After holding two meetings with U.S. envoys over the weekend, Prime Minister Benjamin Netanyahu told his cabinet on Sunday that the American officials had expressed "absolute support for Israel's policies and our actions to ensure the security of the citizens of Israel near the Gaza border."
Amid violent clashes in weekly Palestinian demonstrations along the Israel-Gaza border, in which more than 100 Palestinians have been killed since the protests began in late March, U.S. President Donald Trump's senior Middle East envoys – senior adviser Jared Kushner and special emissary Jason Greenblatt – met with Netanyahu on Friday and again on Saturday to discuss Israeli-Palestinian peace prospects, after holding separate talks with Arab leaders, the White House said.
Washington has said it has a peace plan in the works that could be released soon.
Netanyahu briefed his cabinet on his meetings on Sunday, saying "we discussed the diplomatic process, the regional issues and we focused in particular on the situation in Gaza."
"We discussed how to solve the humanitarian crisis in Gaza without boosting Hamas. These things are clear to all sides: first we focus on how to maintain security, then on preventing a wider conflagration, if that's even possible," Netanyahu said.
On Friday, the White House issued a statement after Kushner and Greenblatt met with Netanyahu and U.S. Ambassador to Israel David Friedman, saying the foursome "discussed the means by which the humanitarian situation in Gaza can be alleviated while maintaining Israel's security. They further discussed the continued commitment of the Trump administration and Israel to advance peace between the Israelis and the Palestinians."
The statement gave no additional details.

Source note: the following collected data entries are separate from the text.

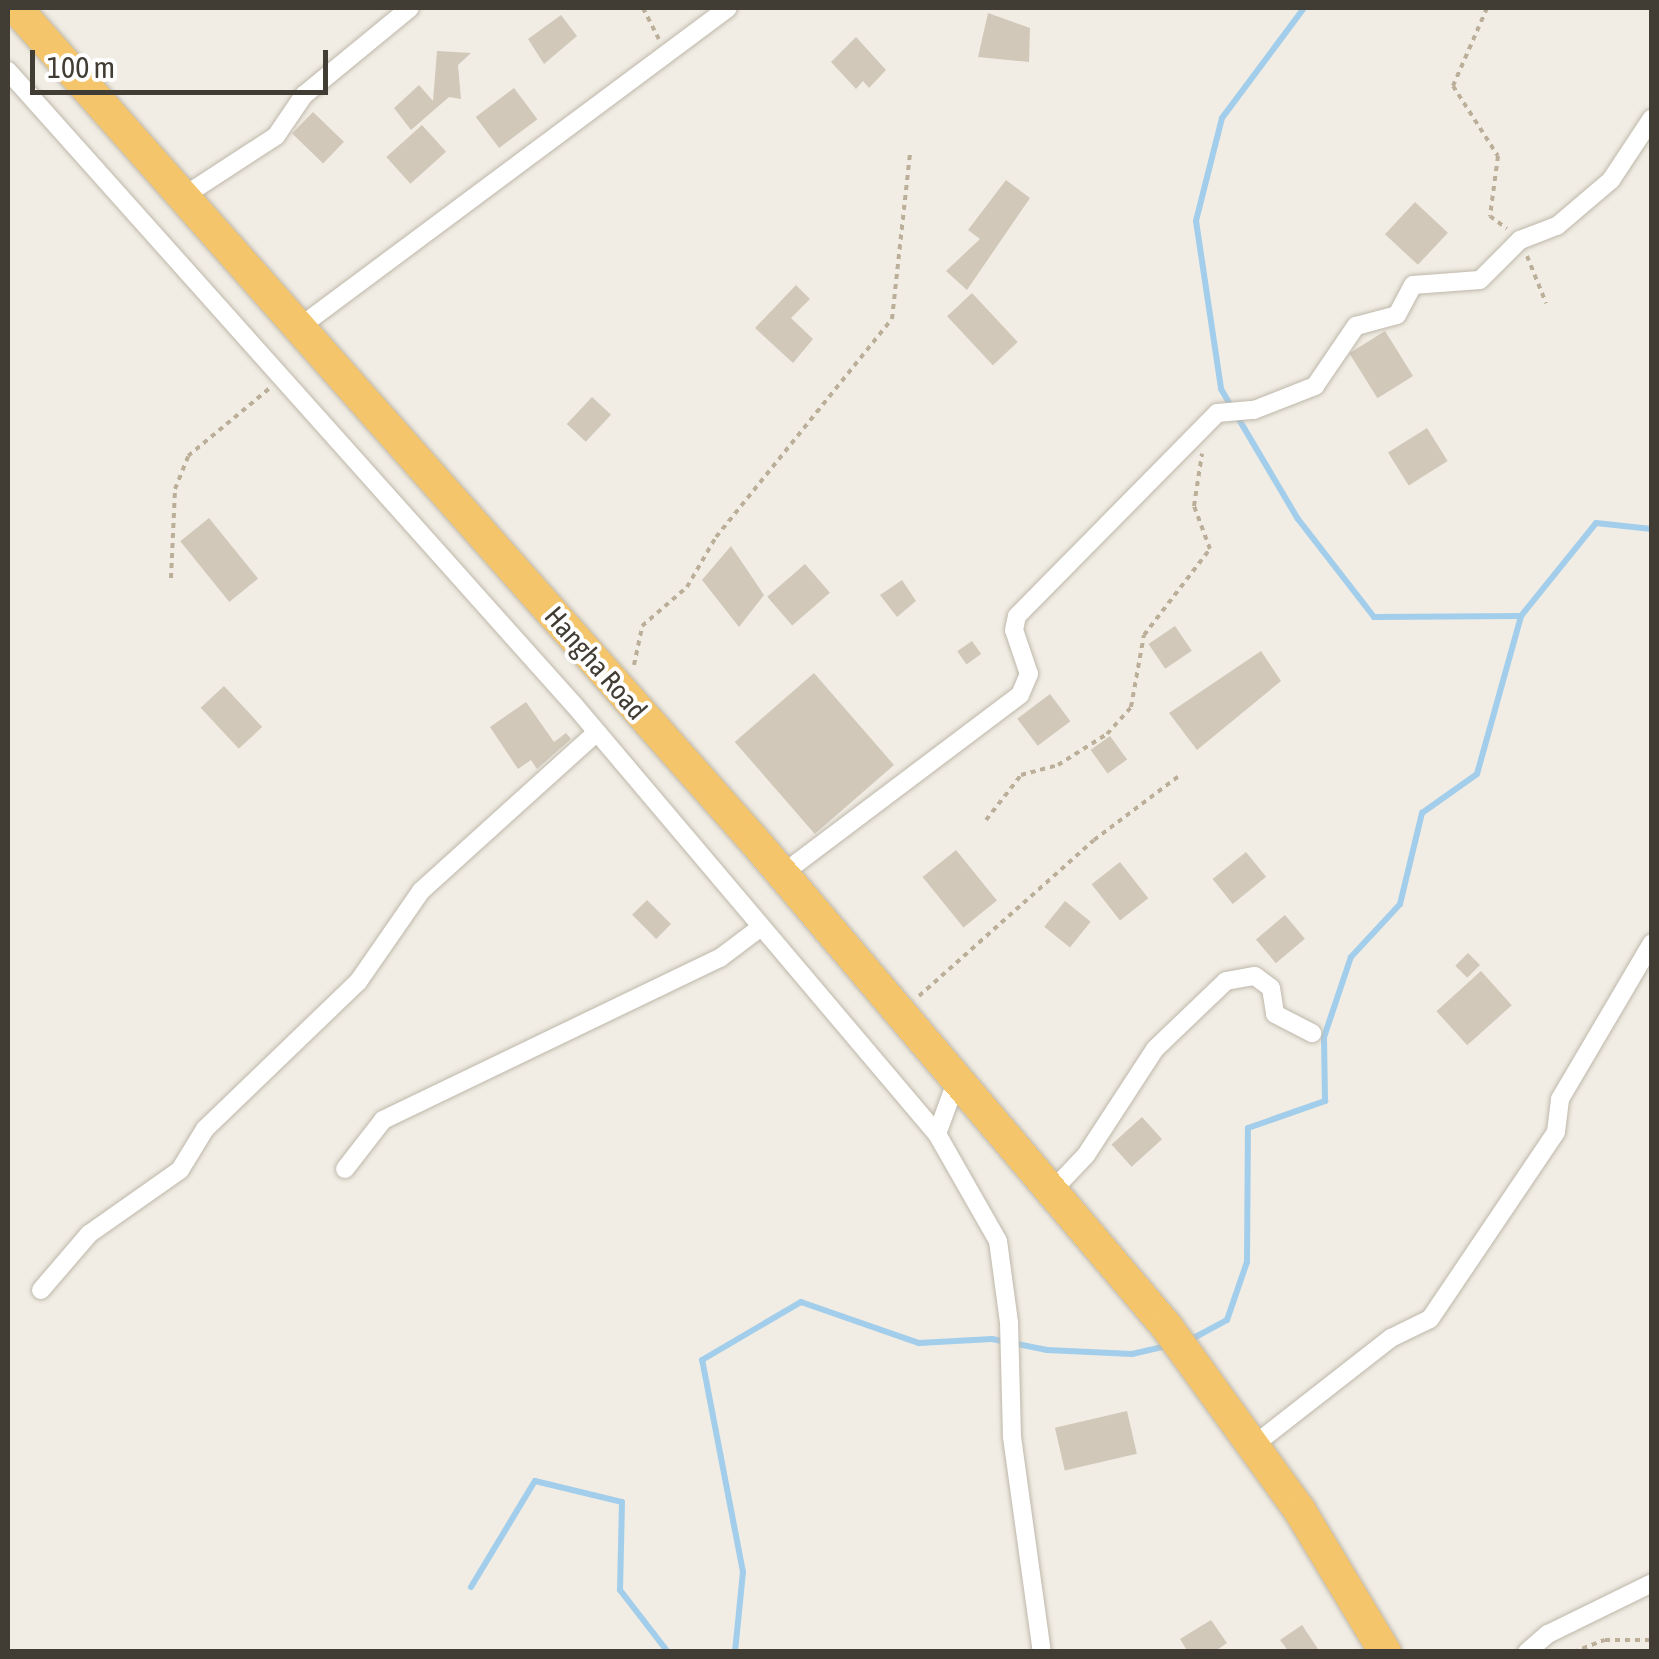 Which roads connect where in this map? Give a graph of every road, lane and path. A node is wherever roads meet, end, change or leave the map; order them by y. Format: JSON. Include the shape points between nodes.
{"nodes":[{"id":1,"x":16,"y":8,"type":"edge"},
{"id":2,"x":410,"y":8,"type":"edge"},
{"id":3,"x":643,"y":8,"type":"edge"},
{"id":4,"x":728,"y":8,"type":"edge"},
{"id":5,"x":1487,"y":8,"type":"edge"},
{"id":6,"x":667,"y":53,"type":"junction"},
{"id":7,"x":8,"y":71,"type":"edge"},
{"id":8,"x":1652,"y":118,"type":"edge"},
{"id":9,"x":910,"y":152,"type":"dead end"},
{"id":10,"x":184,"y":196,"type":"junction"},
{"id":11,"x":1520,"y":240,"type":"junction"},
{"id":12,"x":1546,"y":303,"type":"dead end"},
{"id":13,"x":301,"y":326,"type":"junction"},
{"id":14,"x":282,"y":378,"type":"junction"},
{"id":15,"x":1216,"y":413,"type":"junction"},
{"id":16,"x":172,"y":578,"type":"dead end"},
{"id":17,"x":626,"y":699,"type":"junction"},
{"id":18,"x":597,"y":732,"type":"junction"},
{"id":19,"x":1178,"y":776,"type":"dead end"},
{"id":20,"x":986,"y":820,"type":"dead end"},
{"id":21,"x":781,"y":876,"type":"junction"},
{"id":22,"x":761,"y":927,"type":"junction"},
{"id":23,"x":1652,"y":944,"type":"edge"},
{"id":24,"x":898,"y":1015,"type":"junction"},
{"id":25,"x":1312,"y":1033,"type":"dead end"},
{"id":26,"x":956,"y":1082,"type":"junction"},
{"id":27,"x":937,"y":1134,"type":"junction"},
{"id":28,"x":345,"y":1169,"type":"dead end"},
{"id":29,"x":1050,"y":1193,"type":"junction"},
{"id":30,"x":41,"y":1290,"type":"dead end"},
{"id":31,"x":1254,"y":1445,"type":"junction"},
{"id":32,"x":1652,"y":1584,"type":"edge"},
{"id":33,"x":1652,"y":1640,"type":"edge"},
{"id":34,"x":1042,"y":1652,"type":"edge"},
{"id":35,"x":1385,"y":1652,"type":"edge"},
{"id":36,"x":1527,"y":1652,"type":"edge"},
{"id":37,"x":1573,"y":1652,"type":"edge"}],
"edges":[{"from":1,"to":10,"type":"highway","name":"Hangha Road"},
{"from":2,"to":10,"type":"street","via":[[304,95],[276,136]]},
{"from":3,"to":6,"type":"path"},
{"from":4,"to":6,"type":"street"},
{"from":5,"to":11,"type":"path","via":[[1453,86],[1498,156],[1490,216]]},
{"from":6,"to":13,"type":"street"},
{"from":7,"to":14,"type":"street"},
{"from":8,"to":11,"type":"street","via":[[1610,180],[1557,226]]},
{"from":9,"to":17,"type":"path","via":[[892,319],[716,536],[687,587],[642,626]]},
{"from":10,"to":13,"type":"highway","name":"Hangha Road"},
{"from":11,"to":12,"type":"path"},
{"from":11,"to":15,"type":"street","via":[[1480,280],[1413,285],[1398,315],[1356,326],[1315,386],[1254,410]]},
{"from":13,"to":17,"type":"highway","name":"Hangha Road"},
{"from":14,"to":16,"type":"path","via":[[188,456],[175,489]]},
{"from":14,"to":18,"type":"street"},
{"from":15,"to":20,"type":"path","via":[[1204,441],[1194,506],[1210,550],[1144,636],[1131,706],[1107,734],[1058,765],[1021,776]]},
{"from":15,"to":21,"type":"street","via":[[1017,616],[1014,630],[1029,674],[1020,694]]},
{"from":17,"to":21,"type":"highway","name":"Hangha Road"},
{"from":18,"to":22,"type":"street"},
{"from":18,"to":30,"type":"street","via":[[421,891],[358,982],[206,1129],[180,1170],[90,1234]]},
{"from":19,"to":24,"type":"path","via":[[1094,840]]},
{"from":21,"to":24,"type":"highway","name":"Hangha Road"},
{"from":22,"to":27,"type":"street"},
{"from":22,"to":28,"type":"street","via":[[720,958],[383,1120]]},
{"from":23,"to":31,"type":"street","via":[[1560,1099],[1556,1132],[1430,1320],[1391,1338]]},
{"from":24,"to":26,"type":"highway","name":"Hangha Road"},
{"from":25,"to":29,"type":"street","via":[[1276,1014],[1271,988],[1255,976],[1226,981],[1155,1048],[1086,1155]]},
{"from":26,"to":27,"type":"street"},
{"from":26,"to":29,"type":"highway","name":"Hangha Road"},
{"from":27,"to":34,"type":"street","via":[[998,1241],[1009,1322],[1012,1436]]},
{"from":29,"to":31,"type":"highway","name":"Hangha Road","via":[[1167,1326]]},
{"from":31,"to":35,"type":"highway","name":"Hangha Road","via":[[1373,1622]]},
{"from":32,"to":36,"type":"street","via":[[1548,1634]]},
{"from":33,"to":37,"type":"path","via":[[1605,1640]]}]}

Kushner has been leading efforts to broker a peace deal between the two sides. U.S. officials have said the long-awaited peace plan is near completion and should be released this summer following several postponements. Kushner and Greenblatt's trip to Jerusalem followed a regional tour that included Jordan, Egypt and Qatar. They also held talks in Saudi Arabia, which does not recognize Israel but shares its enmity toward Iran.
The Prime Minister's Office put out a similar summary after the hours-long meeting that referred to prospective Israeli-Palestinian peacemaking more generally as "the diplomatic process." According to the PMO statement, Netanyahu "expressed his gratitude for President Trump's support for Israel."
Israeli officials have said they want any new negotiations to include broad engagement with Arab powers.
The U.S. envoys did not have any meetings scheduled with the Palestinians, who suspended ties with Trump in December over his recognition of Jerusalem as Israel's capital. The Palestinians envision parts of Jerusalem as the capital of their own future state.
Palestinians under pressure
Meanwhile, senior Palestinian Authority officials criticized Kushner and Greenblatt's shuttle diplomacy in the region.
PA President Mahmoud Abbas' spokesman Nabil Abu Rudeineh said that "the circumvention on the part of the American envoys and their disregarding of the Palestinian leadership will lead to a dead end."
"The path to peace only runs through the Palestinian leadership," he added, "which has the support of Arab countries who have made this clear to the American envoys."
Senior PA official Saeb Erekat said, "There is a clear attempt here by the American administration to undermine the stability of the Palestinian leadership and Abbas. Kushner and Greenblatt heard unified messages, whereby the Arabs support the Palestinian position that the solution to the conflict is the creation of an independent Palestinian state within the 1967 borders, with east Jerusalem as the capital. Neither the Palestinians nor the Arab countries will support any plan that doesn't include the two-state solution."
Another senior official in the PA told Israel Hayom that "Abbas is under tremendous pressure to meet with Trump's envoys and review the main points of the plan taking shape in Washington, but Abbas has stressed that he doesn't view the Americans as an impartial mediator and isn't interested in meeting with them."
Israel Hayom revealed last week that Abbas has been under considerable pressure from Jordan, Saudi Arabia, Egypt and the United Arab Emirates to withdraw his boycott of the Trump administration and end his statements accusing the Americans of bias in Israel's favor.
One Palestinian source told Israel Hayom that senior Saudi and UAE officials had made it clear to Abbas that they support the American peace plan and are willing to offer the Palestinians diplomatic and financial guarantees to ensure they return to the negotiating table.